-- Material for the task --
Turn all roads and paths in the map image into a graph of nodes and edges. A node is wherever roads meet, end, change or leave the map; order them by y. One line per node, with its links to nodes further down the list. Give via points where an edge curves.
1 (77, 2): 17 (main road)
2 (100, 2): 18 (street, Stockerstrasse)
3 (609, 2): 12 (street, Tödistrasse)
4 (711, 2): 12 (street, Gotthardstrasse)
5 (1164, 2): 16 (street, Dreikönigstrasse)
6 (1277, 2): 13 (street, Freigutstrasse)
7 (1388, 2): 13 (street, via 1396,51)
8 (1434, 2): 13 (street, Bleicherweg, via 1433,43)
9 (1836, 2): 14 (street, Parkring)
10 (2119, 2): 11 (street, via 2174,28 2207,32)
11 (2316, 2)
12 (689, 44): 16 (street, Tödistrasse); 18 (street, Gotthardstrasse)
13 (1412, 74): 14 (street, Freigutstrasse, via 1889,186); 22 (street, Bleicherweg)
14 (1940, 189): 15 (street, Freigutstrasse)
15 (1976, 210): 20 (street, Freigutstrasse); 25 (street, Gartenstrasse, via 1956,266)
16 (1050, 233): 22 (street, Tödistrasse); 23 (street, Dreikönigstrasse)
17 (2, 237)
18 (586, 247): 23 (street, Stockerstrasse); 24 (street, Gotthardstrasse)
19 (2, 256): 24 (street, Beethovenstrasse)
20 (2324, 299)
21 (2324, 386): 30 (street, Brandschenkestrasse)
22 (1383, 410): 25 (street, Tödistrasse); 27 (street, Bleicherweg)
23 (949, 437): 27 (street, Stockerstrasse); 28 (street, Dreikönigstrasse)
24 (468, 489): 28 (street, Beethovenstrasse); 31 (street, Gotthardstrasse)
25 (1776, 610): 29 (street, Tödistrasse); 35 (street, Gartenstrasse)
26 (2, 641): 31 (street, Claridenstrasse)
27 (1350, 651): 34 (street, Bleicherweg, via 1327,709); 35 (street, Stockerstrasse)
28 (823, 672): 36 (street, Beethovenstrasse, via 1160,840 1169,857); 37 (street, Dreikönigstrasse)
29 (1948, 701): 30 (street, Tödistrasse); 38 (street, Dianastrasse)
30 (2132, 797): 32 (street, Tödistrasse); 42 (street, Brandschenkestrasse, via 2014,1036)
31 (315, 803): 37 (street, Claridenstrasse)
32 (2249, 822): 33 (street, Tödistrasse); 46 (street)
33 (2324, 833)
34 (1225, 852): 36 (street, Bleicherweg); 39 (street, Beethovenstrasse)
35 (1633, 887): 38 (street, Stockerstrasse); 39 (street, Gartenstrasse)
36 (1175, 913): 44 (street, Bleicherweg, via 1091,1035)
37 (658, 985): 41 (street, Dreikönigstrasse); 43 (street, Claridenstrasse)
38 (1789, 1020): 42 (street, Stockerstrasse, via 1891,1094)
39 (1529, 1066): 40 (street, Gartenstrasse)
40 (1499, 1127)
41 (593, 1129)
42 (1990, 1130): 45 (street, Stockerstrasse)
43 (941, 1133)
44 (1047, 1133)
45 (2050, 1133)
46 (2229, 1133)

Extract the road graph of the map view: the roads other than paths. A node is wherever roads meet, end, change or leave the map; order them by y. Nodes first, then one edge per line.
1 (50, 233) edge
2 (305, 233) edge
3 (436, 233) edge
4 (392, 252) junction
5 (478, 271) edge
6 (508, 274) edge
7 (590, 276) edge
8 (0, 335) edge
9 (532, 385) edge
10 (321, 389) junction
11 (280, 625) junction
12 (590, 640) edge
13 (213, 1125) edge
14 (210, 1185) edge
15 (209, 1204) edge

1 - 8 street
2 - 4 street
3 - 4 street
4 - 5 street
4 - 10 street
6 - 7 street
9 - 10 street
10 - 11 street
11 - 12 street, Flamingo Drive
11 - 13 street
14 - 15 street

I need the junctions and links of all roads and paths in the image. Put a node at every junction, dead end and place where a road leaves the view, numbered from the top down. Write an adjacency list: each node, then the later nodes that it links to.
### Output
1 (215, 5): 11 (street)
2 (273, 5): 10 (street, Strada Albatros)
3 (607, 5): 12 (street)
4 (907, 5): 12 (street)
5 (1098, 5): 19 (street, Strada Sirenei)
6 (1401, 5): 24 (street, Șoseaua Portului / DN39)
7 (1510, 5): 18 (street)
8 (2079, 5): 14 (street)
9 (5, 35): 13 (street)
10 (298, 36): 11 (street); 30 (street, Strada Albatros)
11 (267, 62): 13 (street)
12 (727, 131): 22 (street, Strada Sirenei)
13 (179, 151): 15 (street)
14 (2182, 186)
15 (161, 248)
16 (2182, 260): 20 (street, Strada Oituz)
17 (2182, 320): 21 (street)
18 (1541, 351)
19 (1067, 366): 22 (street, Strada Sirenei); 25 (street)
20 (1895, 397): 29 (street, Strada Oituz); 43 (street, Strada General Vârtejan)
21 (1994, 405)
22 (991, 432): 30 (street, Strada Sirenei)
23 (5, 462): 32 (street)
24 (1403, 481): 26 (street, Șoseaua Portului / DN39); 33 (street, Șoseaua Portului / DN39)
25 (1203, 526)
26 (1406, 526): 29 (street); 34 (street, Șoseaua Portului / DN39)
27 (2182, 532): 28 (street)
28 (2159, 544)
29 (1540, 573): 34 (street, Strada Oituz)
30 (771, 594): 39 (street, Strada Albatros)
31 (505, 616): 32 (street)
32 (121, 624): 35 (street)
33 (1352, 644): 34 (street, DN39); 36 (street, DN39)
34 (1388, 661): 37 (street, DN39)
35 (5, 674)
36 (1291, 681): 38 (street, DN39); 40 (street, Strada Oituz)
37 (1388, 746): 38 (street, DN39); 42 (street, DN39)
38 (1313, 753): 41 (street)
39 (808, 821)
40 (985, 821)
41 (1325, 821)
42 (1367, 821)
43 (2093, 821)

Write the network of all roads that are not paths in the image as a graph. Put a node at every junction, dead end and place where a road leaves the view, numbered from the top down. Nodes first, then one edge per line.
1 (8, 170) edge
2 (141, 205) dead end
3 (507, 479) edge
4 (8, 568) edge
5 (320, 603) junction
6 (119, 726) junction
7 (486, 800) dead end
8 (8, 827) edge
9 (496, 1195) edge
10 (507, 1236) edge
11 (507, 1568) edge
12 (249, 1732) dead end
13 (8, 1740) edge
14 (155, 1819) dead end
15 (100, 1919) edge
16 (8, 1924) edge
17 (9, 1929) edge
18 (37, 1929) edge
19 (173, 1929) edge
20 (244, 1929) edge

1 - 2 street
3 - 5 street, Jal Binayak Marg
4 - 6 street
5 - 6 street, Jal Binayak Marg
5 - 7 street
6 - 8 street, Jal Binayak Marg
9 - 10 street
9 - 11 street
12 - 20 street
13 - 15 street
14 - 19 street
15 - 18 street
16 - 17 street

-- Prompt --
Look through the entries above and list every line containing "Tödistrasse".

-- Output for this exercise --
3 (609, 2): 12 (street, Tödistrasse)
12 (689, 44): 16 (street, Tödistrasse); 18 (street, Gotthardstrasse)
16 (1050, 233): 22 (street, Tödistrasse); 23 (street, Dreikönigstrasse)
22 (1383, 410): 25 (street, Tödistrasse); 27 (street, Bleicherweg)
25 (1776, 610): 29 (street, Tödistrasse); 35 (street, Gartenstrasse)
29 (1948, 701): 30 (street, Tödistrasse); 38 (street, Dianastrasse)
30 (2132, 797): 32 (street, Tödistrasse); 42 (street, Brandschenkestrasse, via 2014,1036)
32 (2249, 822): 33 (street, Tödistrasse); 46 (street)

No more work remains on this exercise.